Some extension will be needed to handle operations with more than one type (for example "i1 = G_ICMP i8 %a, %b"). In this and some other cases what should happen to the result is independent of the operands. I have some vague ideas on this, but nothing concrete.

One other thought, not on the wider picture but the specific G_ADD case in this patch was: just how many G_ADDs do we need/want? For now I've stuck with ADD/ADDC/ADDE, but I'm increasingly convinced that the last two are redundant (ADDC is just "ADDE a, b, 0") and I'm starting to think that it might be better to just have ADDE at the MIR level (with G_ADD being "res, thing<dead> = G_ADDE a, b, 0"). We could still have convenience queries and MIRBuilder methods to produce simple adds.

Any bright ideas or other comments welcome!

Cheers.

Tim.

Diff Detail

Repository
rL LLVM

Event Timeline

t.p.northover retitled this revision from to GlobalISel: first outline of legalization interface..
t.p.northover updated this object.
t.p.northover added a reviewer: qcolombet.
t.p.northover set the repository for this revision to rL LLVM.
t.p.northover added a subscriber: llvm-commits.
arsenm added a subscriber: arsenm.Jun 20 2016, 2:00 PM
arsenm added inline comments.
include/llvm/CodeGen/GlobalISel/MachineLegalizeInfo.h
25–28

Alphabetize

33–40

These need descriptive comments. Can we also add an unsupported / error on option?

45

Typo ancillary

include/llvm/Target/GenericOpcodes.td
24

Isn't this the default?

30

I think this should be trunc to match the IR instruction name

66

0 indexed src name? Should named operand tables somehow work with the generic opcodes?

75

EXTRACT_SUBREG?

97

REG_SEQUENCE?

All good suggestions (the ones that I understood), Matt. Thanks! I'll
wait around for more comments and fold them into the next iteration.

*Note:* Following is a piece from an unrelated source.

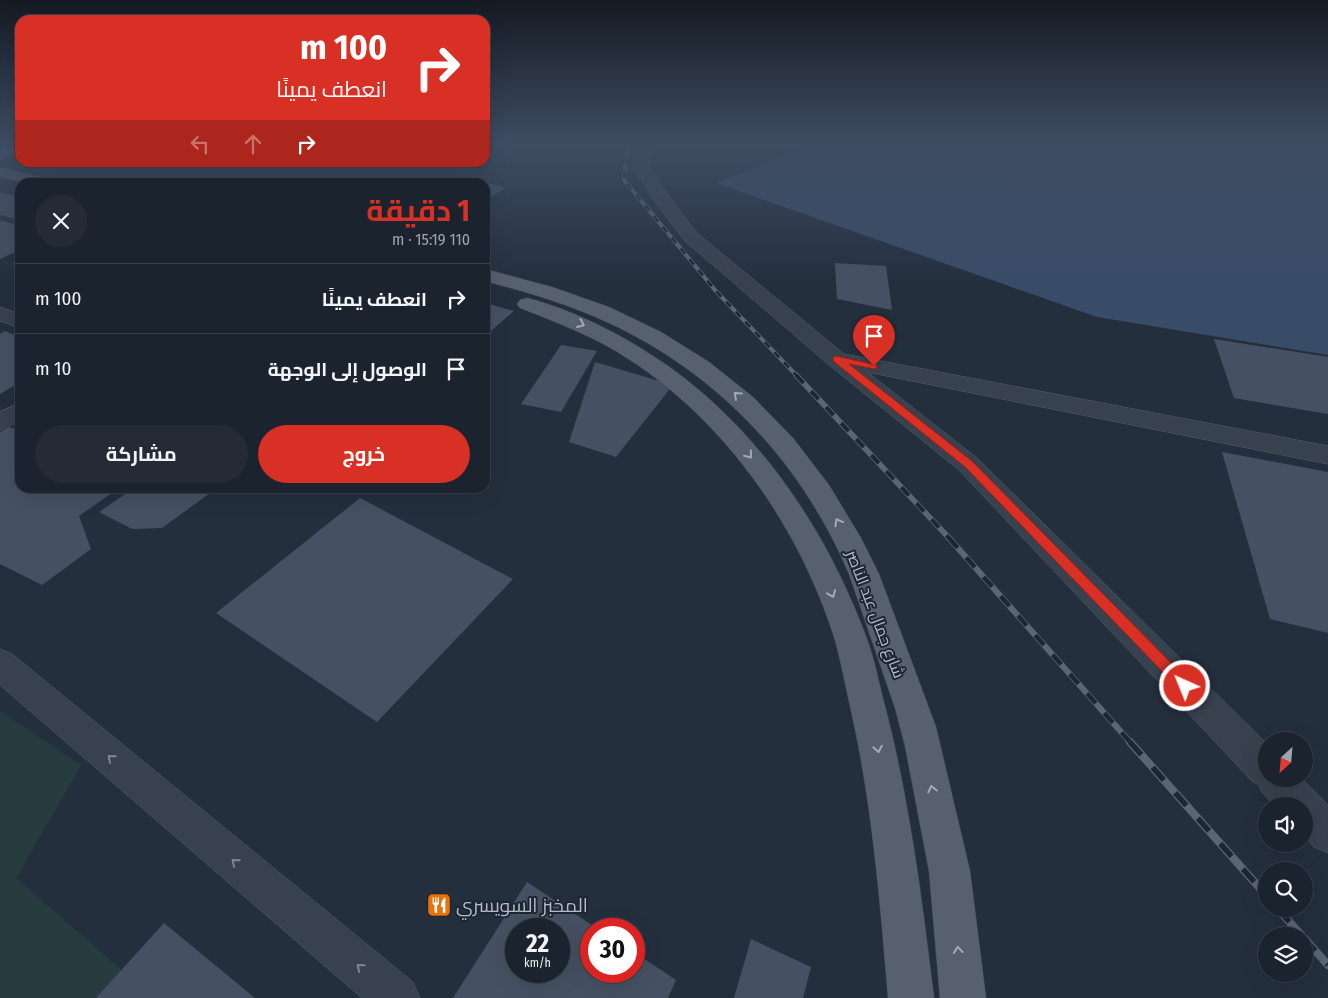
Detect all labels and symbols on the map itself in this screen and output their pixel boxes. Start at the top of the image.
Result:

But I didn't quite get this one:

Should named operand tables somehow work with the generic opcodes?

Do you mean the MCInstrDesc information? Otherwise I'm in the dark, I'm afraid.

Tim.

All good suggestions (the ones that I understood), Matt. Thanks! I'll
wait around for more comments and fold them into the next iteration.

But I didn't quite get this one:

Should named operand tables somehow work with the generic opcodes?

Do you mean the MCInstrDesc information? Otherwise I'm in the dark, I'm afraid.

Tim.

I mean UseNamedOperandTable, to generate enums for accessing the instruction with the TII::getNamedOperandIdx(opcode, Foo::OpName::srcN)

MatzeB added a subscriber: MatzeB.Jun 20 2016, 2:59 PM

ISelDAG seems to have overloaded "Expand" to mean quite a few different possible legalization strategies, which I'd like to avoid for GlobalISel. So at the moment, the possible generic options are:

Legal (nothing to do)
NarrowScalar (e.g. i64 -> i32 twice, <4 x i64> -> <4 x i32>).
WidenScalar (e.g. i8 -> i32, <8 x i1> -> <8 x i8>).
FewerElements (e.g. <4 x i64> -> <2 x i64> twice).
MoreElements (e.g. <2 x i8> -> <8 x i8>).
Libcall (self-explanatory).
Custom (as with ISelDAG, target will handle it).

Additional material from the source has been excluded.